У Димова только голос остается молодым. А во всем остальном он порядочно износился, хотя держится с определенным достоинством. Речь свою все время сопровождает жестами: то сожмет руки, то широко раскинет их, то вскинет правую, словно подает мне что-то, то обличительно «указует перстом». Его взгляд то скорбно угасает, то снова лихорадочно вспыхивает, а от тощей, завернутой в синий халат фигуры веет легким запахом мужского одеколона. Одеколона, не розового масла.

– И все же справедливость восторжествовала, – философски произношу я, улучив момент, чтобы приостановить монолог.

– Справедливость – не абстрактная величина, – сухо замечает хозяин. – Она в людях.

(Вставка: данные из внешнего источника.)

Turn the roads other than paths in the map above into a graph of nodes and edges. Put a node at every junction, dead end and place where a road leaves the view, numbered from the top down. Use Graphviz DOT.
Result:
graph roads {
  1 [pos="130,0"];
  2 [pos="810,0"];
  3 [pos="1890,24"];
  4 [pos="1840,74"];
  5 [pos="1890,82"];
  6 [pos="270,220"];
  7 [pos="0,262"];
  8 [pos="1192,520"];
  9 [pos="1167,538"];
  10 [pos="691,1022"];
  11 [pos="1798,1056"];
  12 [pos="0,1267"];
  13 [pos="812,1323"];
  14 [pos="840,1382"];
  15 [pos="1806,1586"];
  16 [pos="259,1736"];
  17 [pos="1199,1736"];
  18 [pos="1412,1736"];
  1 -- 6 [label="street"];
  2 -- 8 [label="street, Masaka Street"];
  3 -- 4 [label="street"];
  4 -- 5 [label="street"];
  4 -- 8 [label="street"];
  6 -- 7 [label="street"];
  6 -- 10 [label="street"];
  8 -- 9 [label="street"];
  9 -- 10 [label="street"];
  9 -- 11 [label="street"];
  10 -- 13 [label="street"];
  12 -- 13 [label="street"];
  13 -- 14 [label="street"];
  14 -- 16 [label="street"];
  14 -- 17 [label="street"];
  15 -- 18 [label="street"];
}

Говорят, что справедливость – вещь упрямая, но для этого надо, чтобы люди, носители справедливости, были достаточно упорными. Мне пришлось выдерживать натиск целый год, день за днем, недели, месяцы…

И опять сначала.

Я терпеливо слушаю и, снова улучив момент, спрашиваю:

– А ведь не слишком приятно, что по соседству живет человек из МВД?

Димов пронзает меня острым взглядом. И этот думает, что я его разыгрываю?

– Бывший! – констатирует он. Затем добавляет: – В наше время лишь немногие пользуются привилегией выбирать себе соседей.

Надо было переходить к конкретной задаче. Рыцарь Печального Образа выслушивает меня, потом произносит с каким-то усталым видом:

– Я не тот человек, который вам нужен, Павлов!

– Почему же?

– А потому. Поищите себе образцового коммуниста.

– Кого, например, – Нестерова?

– Да хотя бы Несторова. Ему и таким, как он, вовсе не трудно сойти за образцовых. Они образцовые уже по своему покрою, который сами для себя придумали. Объявили себя эталоном и все свои черты включили в моральный кодекс как истинные добродетели.

– А вы что же – не соответствуете моральному кодексу?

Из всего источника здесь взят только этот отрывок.